Raymond Fafiani

Personal information
- Full name: Raymond Louis Eduard Fafiani
- Date of birth: 22 December 1983 (age 42)
- Place of birth: Amsterdam, Netherlands
- Height: 1.81 m (5 ft 11+1⁄2 in)
- Position: Midfielder

Youth career
- TOB
- 1996–1998: DWV
- 1998–2003: Vitesse

Senior career*
- Years: Team / Apps / (Gls)
- 2003–2004: Vitesse / 13 / (1)
- 2004–2007: Twente / 20 / (0)
- 2005–2006: → FC Zwolle (loan) / 22 / (2)
- 2006–2007: → Telstar (loan) / 5 / (0)
- 2007–2012: Telstar / 116 / (10)
- 2012–2015: Volendam / 71 / (7)
- 2015–2016: Fortuna Sittard / 15 / (1)
- 2016–2024: JOS / 52 / (6)
- Total:  / 314 / (27)

International career
- 2004–2005: Netherlands U21 / 5 / (0)

= Raymond Fafiani =

Dutch footballer (born 1983)

Raymond Fafiani (born 22 December 1983) is a Dutch former professional footballer who plays as a midfielder.

==Club career==
Fafiani was scouted by Jan Jongbloed at local amateur side DWV to join Vitesse. He spent the large part of his career playing in the Dutch Eerste Divisie, but made his professional debut for Eredivisie side Vitesse against Roda JC in September 2003 and also had a season at FC Twente in the top tier. He was released by the club in summer 2006 after spending a season on loan at FC Zwolle and joined Telstar on loan before signing permanently. He would spend 6 years at the club.
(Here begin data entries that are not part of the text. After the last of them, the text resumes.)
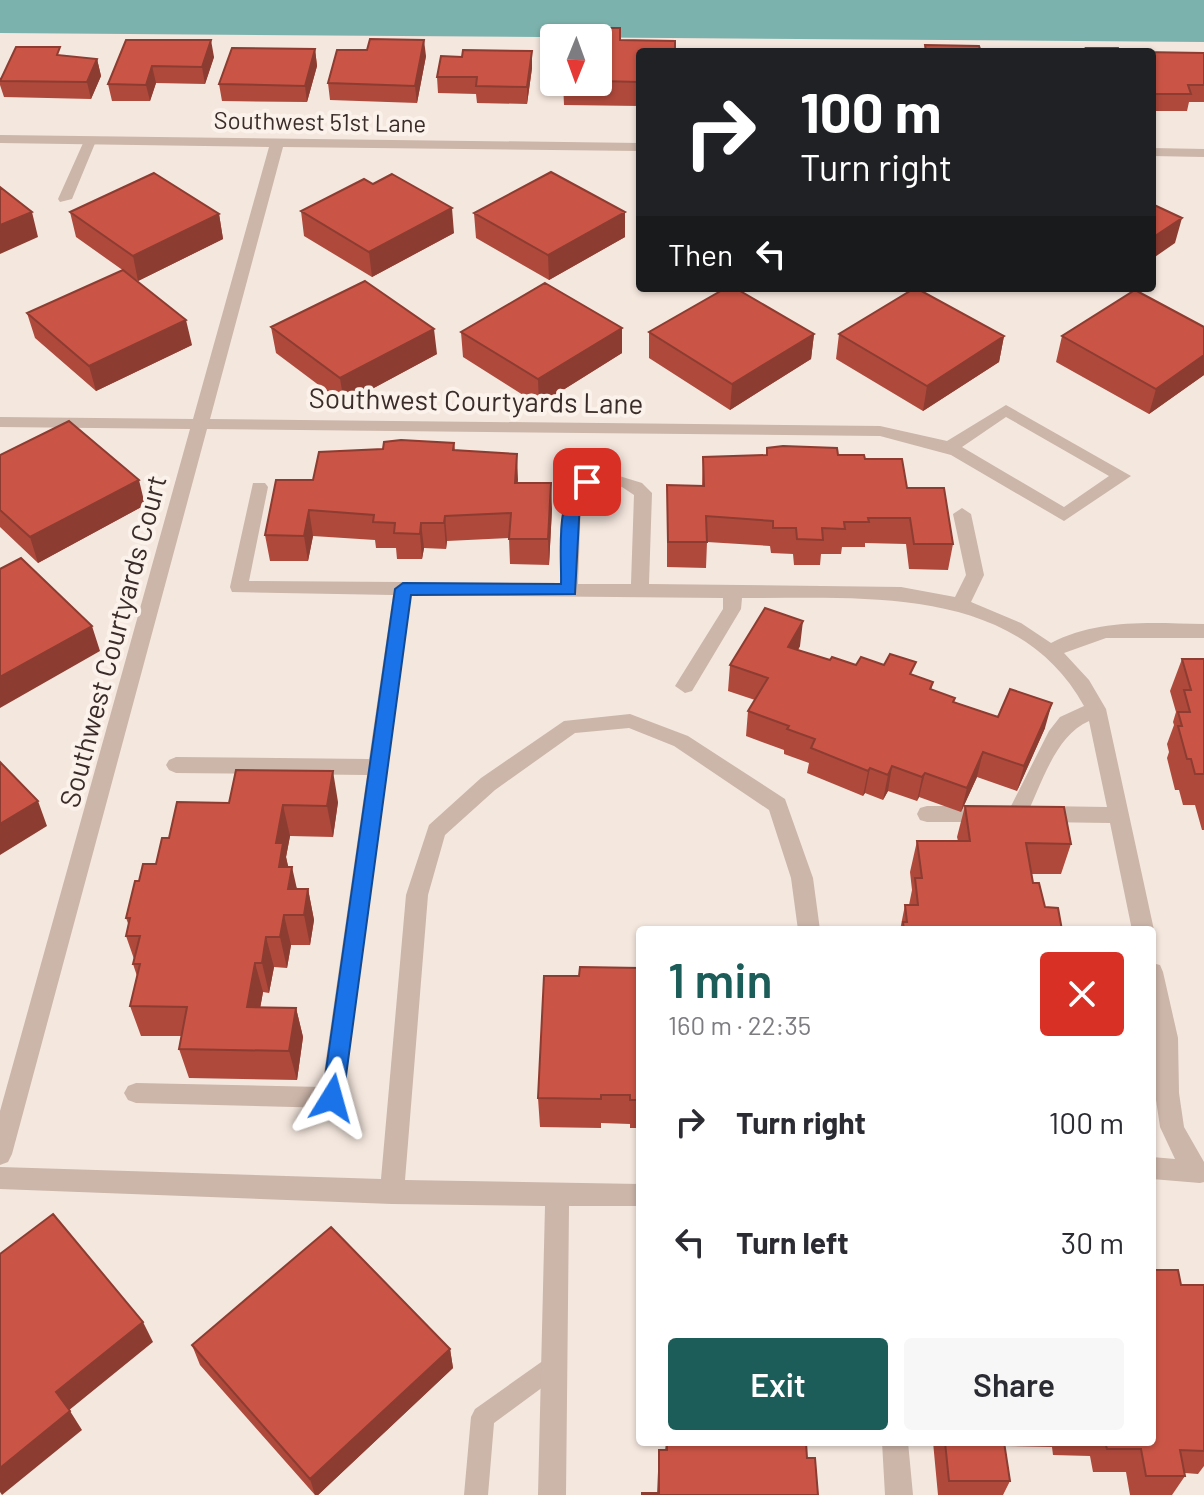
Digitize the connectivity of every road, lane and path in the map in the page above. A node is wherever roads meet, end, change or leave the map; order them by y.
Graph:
1 (0, 139) edge
2 (90, 141) junction
3 (277, 143) junction
4 (636, 147) edge
5 (1156, 152) edge
6 (1204, 153) edge
7 (65, 199) dead end
8 (0, 422) edge
9 (199, 422) junction
10 (949, 448) junction
11 (259, 487) dead end
12 (962, 514) dead end
13 (403, 589) junction
14 (569, 590) junction
15 (640, 591) junction
16 (733, 592) junction
17 (961, 604) junction
18 (1204, 631) edge
19 (1052, 651) junction
20 (685, 686) dead end
21 (1096, 709) junction
22 (176, 765) dead end
23 (378, 767) junction
24 (927, 814) dead end
25 (1017, 814) junction
26 (1117, 815) junction
27 (808, 926) edge
28 (1142, 926) edge
29 (1156, 990) edge
30 (136, 1093) dead end
31 (0, 1154) edge
32 (1156, 1168) edge
33 (1198, 1171) edge
34 (0, 1178) edge
35 (392, 1193) junction
36 (557, 1195) junction
37 (636, 1195) edge
38 (554, 1365) junction
39 (895, 1446) edge
40 (476, 1495) edge
41 (552, 1495) edge
42 (899, 1495) edge

1 - 2 street, Southwest 51st Lane
2 - 3 street, Southwest 51st Lane
2 - 7 lane
3 - 4 street, Southwest 51st Lane
3 - 9 street, Southwest Courtyards Court
5 - 6 street
8 - 9 street, Southwest Courtyards Lane
9 - 10 street, Southwest Courtyards Lane
9 - 31 street, Southwest Courtyards Court
10 - 10 street, Southwest Courtyards Lane
11 - 13 street
12 - 17 street
13 - 14 street
13 - 23 street
14 - 15 street
14 - 15 street
15 - 16 street
16 - 17 street
16 - 20 street
17 - 19 street
18 - 19 street
19 - 21 street
21 - 25 street
21 - 26 street
22 - 23 street
23 - 30 street
24 - 25 street
25 - 26 street
26 - 28 street
27 - 35 street
29 - 33 street
32 - 33 street
34 - 35 street
35 - 36 street
36 - 37 street
36 - 38 street
38 - 40 lane
38 - 41 street
39 - 42 street

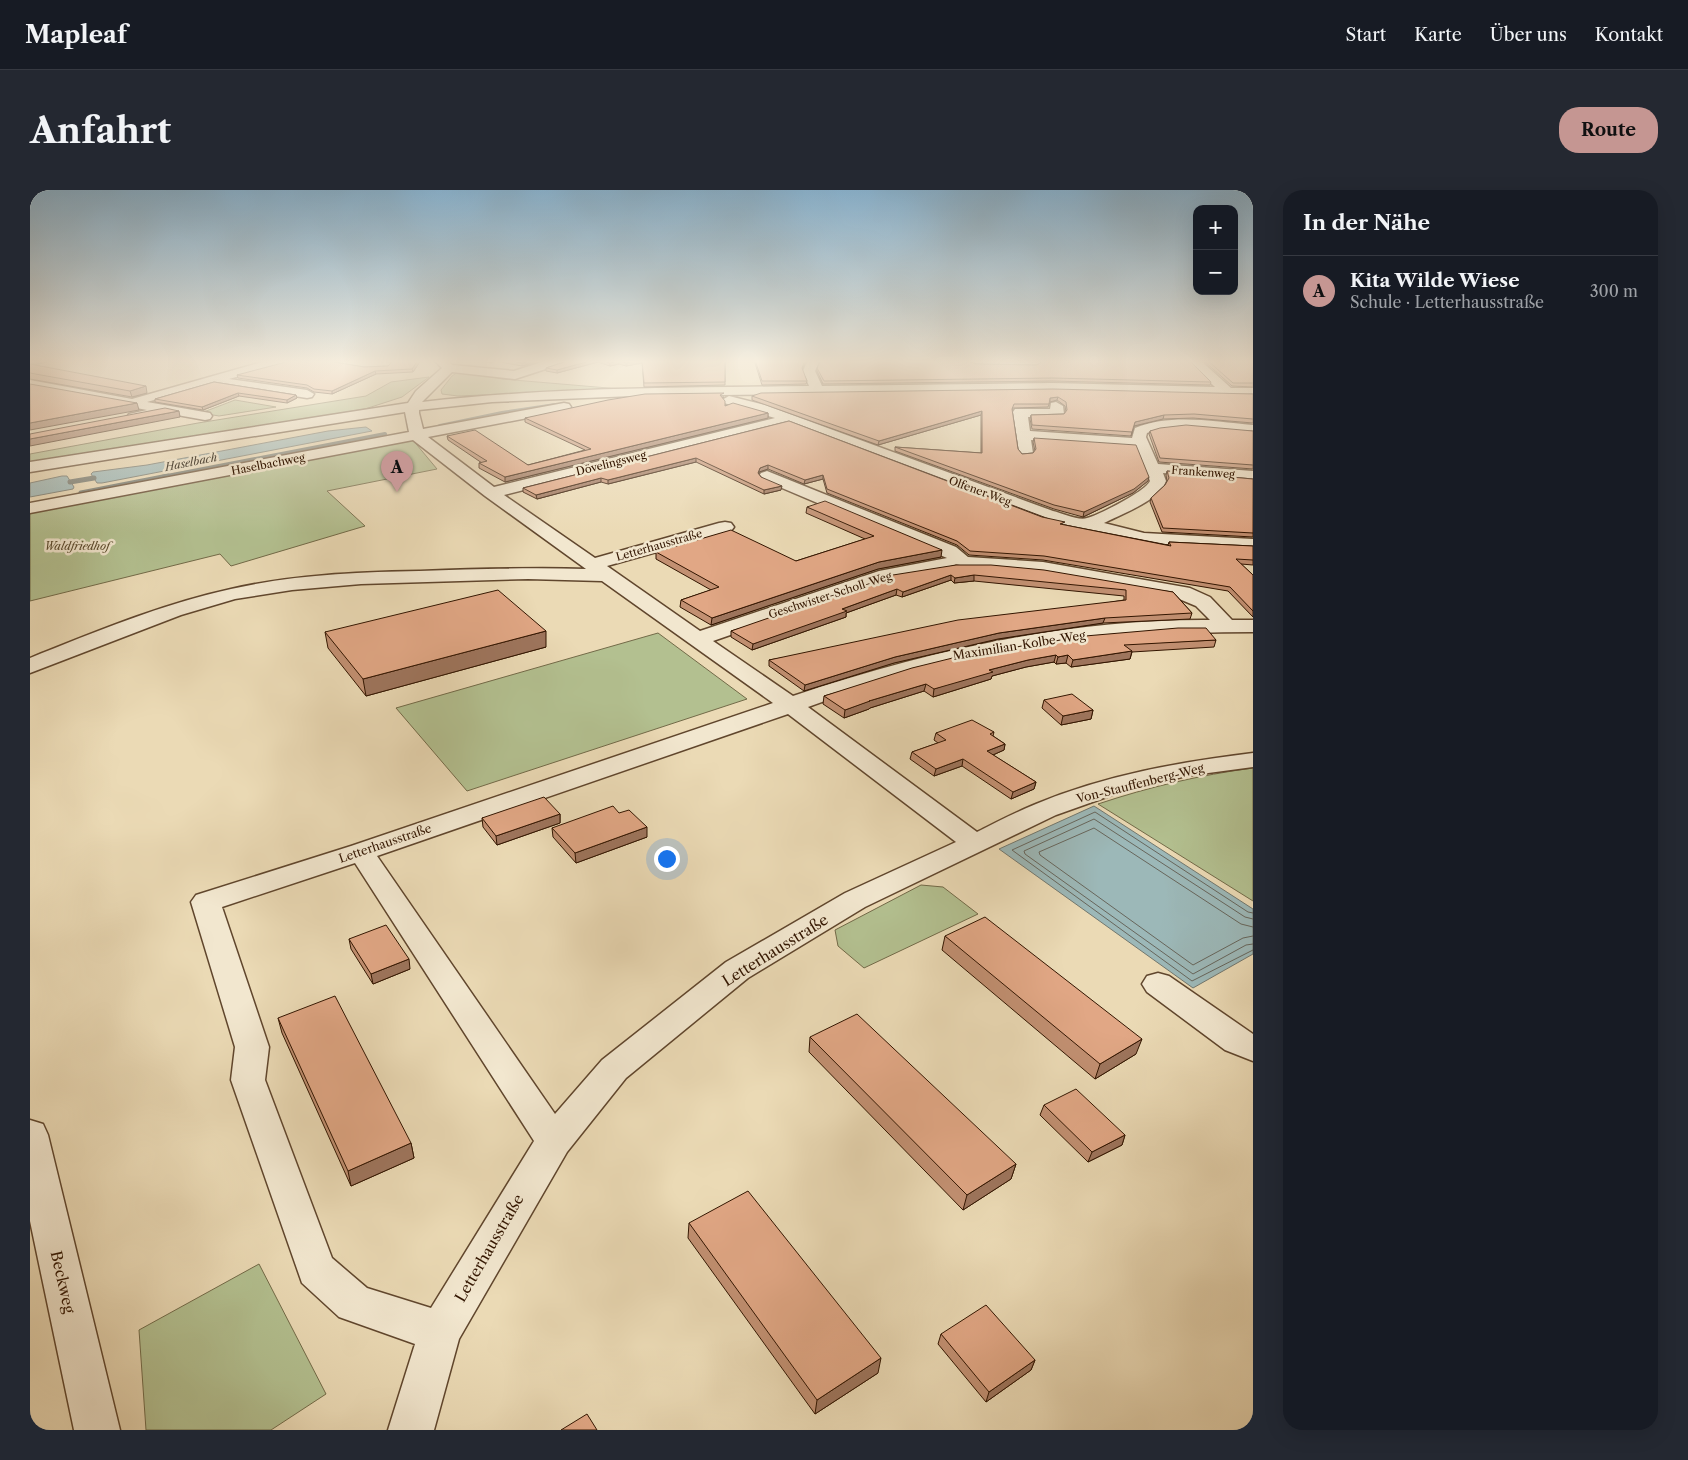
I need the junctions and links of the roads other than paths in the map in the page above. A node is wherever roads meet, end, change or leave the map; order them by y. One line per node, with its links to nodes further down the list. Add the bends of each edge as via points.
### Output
1 (128, 418): 8 (street)
2 (330, 418): 14 (street)
3 (413, 418): 11 (street)
4 (509, 418): 11 (street, Haselbachweg)
5 (787, 418): 7 (street, Olfener Weg)
6 (1021, 418): 10 (street)
7 (790, 419): 18 (street, Dövelingsweg); 20 (street, Olfener Weg, via 1006,501)
8 (119, 420)
9 (1253, 429): 12 (street, via 1162,424 1140,431)
10 (1023, 435): 12 (street); 13 (street)
11 (417, 436): 18 (street, Letterhausstraße); 19 (street, Haselbachweg)
12 (1141, 443): 15 (street)
13 (1026, 453)
14 (30, 467)
15 (1153, 468): 16 (street, Frankenweg); 20 (street, via 1158,481 1156,487)
16 (1253, 476)
17 (786, 484): 17 (street, Geschwister-Scholl-Weg, via 767,476 791,470 810,478); 23 (street, Geschwister-Scholl-Weg, via 950,551)
18 (491, 493): 24 (street, Letterhausstraße)
19 (30, 508)
20 (1087, 525): 22 (street, Olfener Weg, via 1144,538)
21 (725, 527): 24 (street, Letterhausstraße)
22 (1252, 535)
23 (964, 562): 25 (street, Geschwister-Scholl-Weg, via 1030,567 1173,590 1195,596 1209,605); 27 (street, Geschwister-Scholl-Weg, via 886,575)
24 (601, 569): 27 (street, Letterhausstraße); 28 (street, via 361,578 292,584 232,594 174,611)
25 (1226, 626): 26 (street, Maximilian-Kolbe-Weg); 29 (street, Maximilian-Kolbe-Weg, via 1113,631 975,650 872,677)
26 (1253, 626)
27 (698, 639): 29 (street, Letterhausstraße)
28 (30, 666)
29 (792, 706): 31 (street, Letterhausstraße); 32 (street, Letterhausstraße)
30 (1253, 760): 31 (street, Von-Stauffenberg-Weg, via 1186,769 1106,789 1047,809)
31 (976, 843): 36 (street, Letterhausstraße, via 855,900 737,970 614,1069)
32 (361, 852): 36 (street); 37 (street, Letterhausstraße, via 206,902 252,1047 248,1080 316,1270 354,1303)
33 (1158, 984): 34 (street, via 1237,1041)
34 (1253, 1048)
35 (30, 1135): 38 (street, Beckweg)
36 (554, 1141): 37 (street, Letterhausstraße)
37 (440, 1332): 39 (street, Letterhausstraße)
38 (97, 1430)
39 (411, 1430)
In 2012 Fafiani signed a 2-year contract with FC Volendam, where he was voted player of the season, and in 2015 the left-footed midfielder was snapped up by Fortuna Sittard. After suffering a serious injury, he was released and moved to Hoofdklasse side JOS.

==International career==
Fafiani played 5 games for the Netherlands national under-21 football team.